The report you produced for Rolling Stone magazine reads like a blunt condemnation of individual performances, sloppy newsroom practices and poor journalistic judgments made all along the way. Was there a single point of failure in the process that rises above the others?

Steve Coll: Yes I think so. I think it’s the way they handled the three friends of Jackie (the alleged victim) who were present on the night she said she was attacked. And they heard Jackie’s story early on. The reporter did not make an effort, an independent effort, to identify those three people. And yet, by her first draft, we see that she always intended to write in a derogatory way about them. Then the editor, in receipt of that anecdote which attributed dialogue to the three, that was quite unflattering, not only accepted a reporting trail that had failed to identify and hear from these three, but also made choices about attribution that hid from readers the fact that they got this speech from Jackie, not from any of the three. In fact they didn’t even know their last names. And the reason it’s a single point of failure involves our finding that all this was avoidable through routine practices of journalistic verification. And what a reader of the story wouldn’t have known—or even someone who followed The Washington Post coverage—the Post was the first to find these three and start to document their side of the experience—was that Jackie had told the reporter a story about her recent encounters with one of these three, and if the reporter had found them, had reached out to them, even just for the purposes of checking, she would have heard a disturbing contradiction of what Jackie had told her. Essentially one of the three would have said she’d made up a story just a week ago. And I think any professional reporter hearing a contradiction that bald about a core source would be shaken and would turn around and go in another direction. So it’s a single point of failure with multiple layers, I suppose.

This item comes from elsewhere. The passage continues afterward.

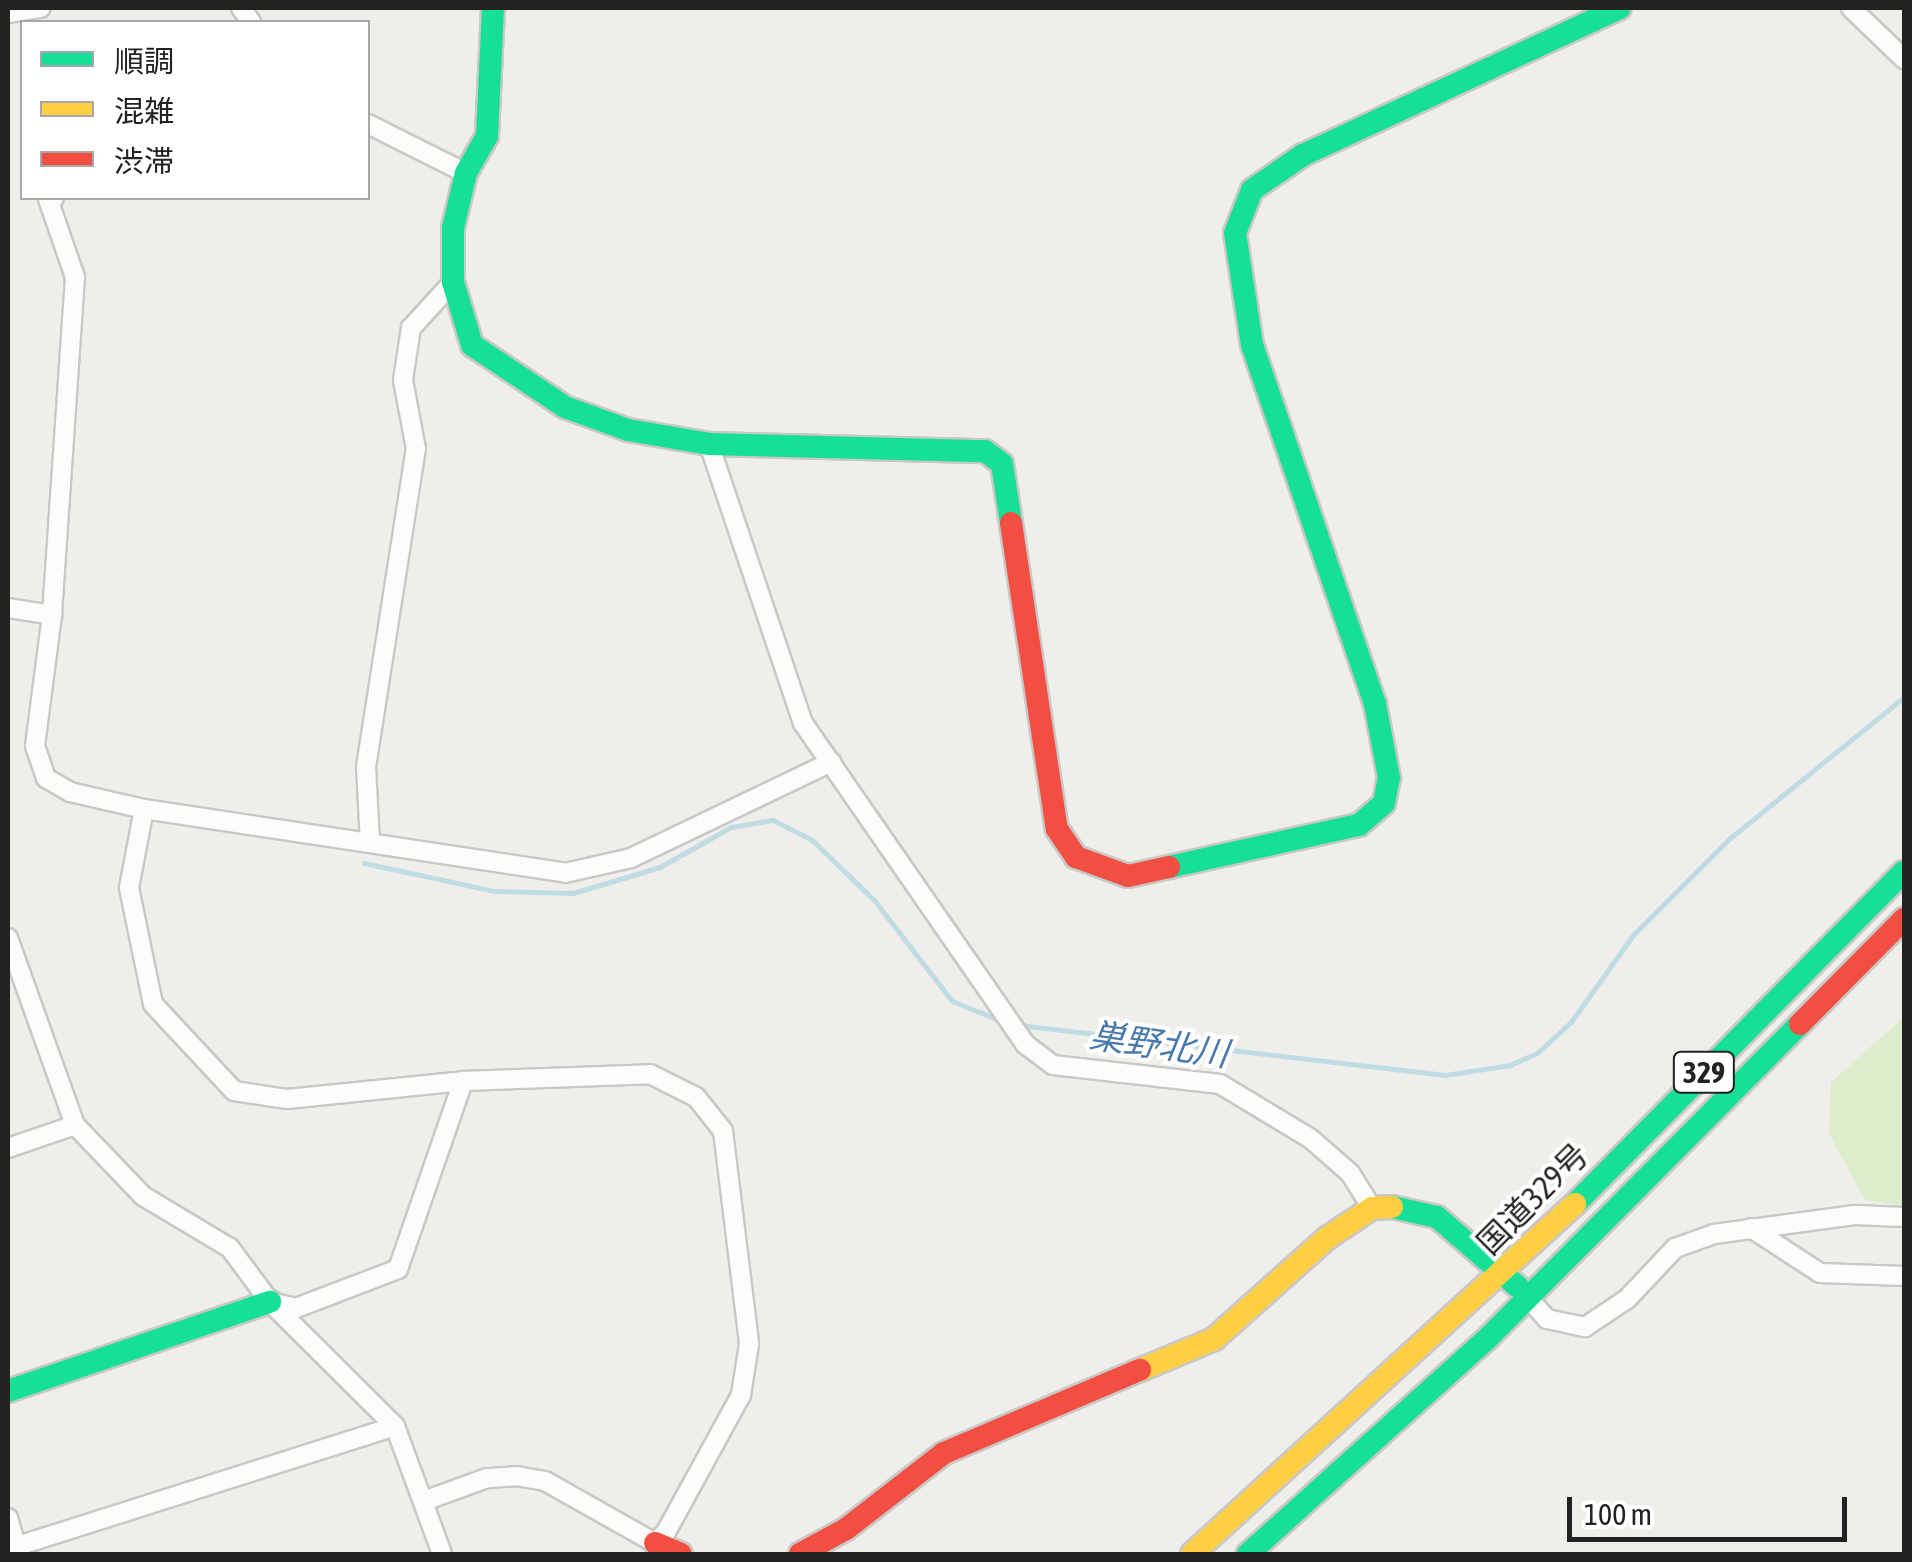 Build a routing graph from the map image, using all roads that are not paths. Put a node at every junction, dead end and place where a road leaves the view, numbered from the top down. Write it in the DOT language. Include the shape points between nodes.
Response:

Sheila Coronel: I think if you think of it in terms of the one avoidable and easily correctable error, that’s probably it. But if you think of severity in the sense of what was the most serious mistake they made, I think overall it was putting the story, the burden of the story, on just one source and not attempting to verify various aspects of that story. But certainly not contacting the three friends who saw Jackie the night she said she was attacked was the single avoidable mistake. It was the most fundamental error.

I guess I’m wondering, then, how a reporter could make such a fundamental error. It’s a truism of journalism that a story looks differently depending on where you stand. And for the reporter, Sabrina Erdely, not to have made a more aggressive effort to track down Jackie’s friends or someone who was at the party, seems unfathomable. Do you guys have a theory of the case about what was going on in the reporter’s head?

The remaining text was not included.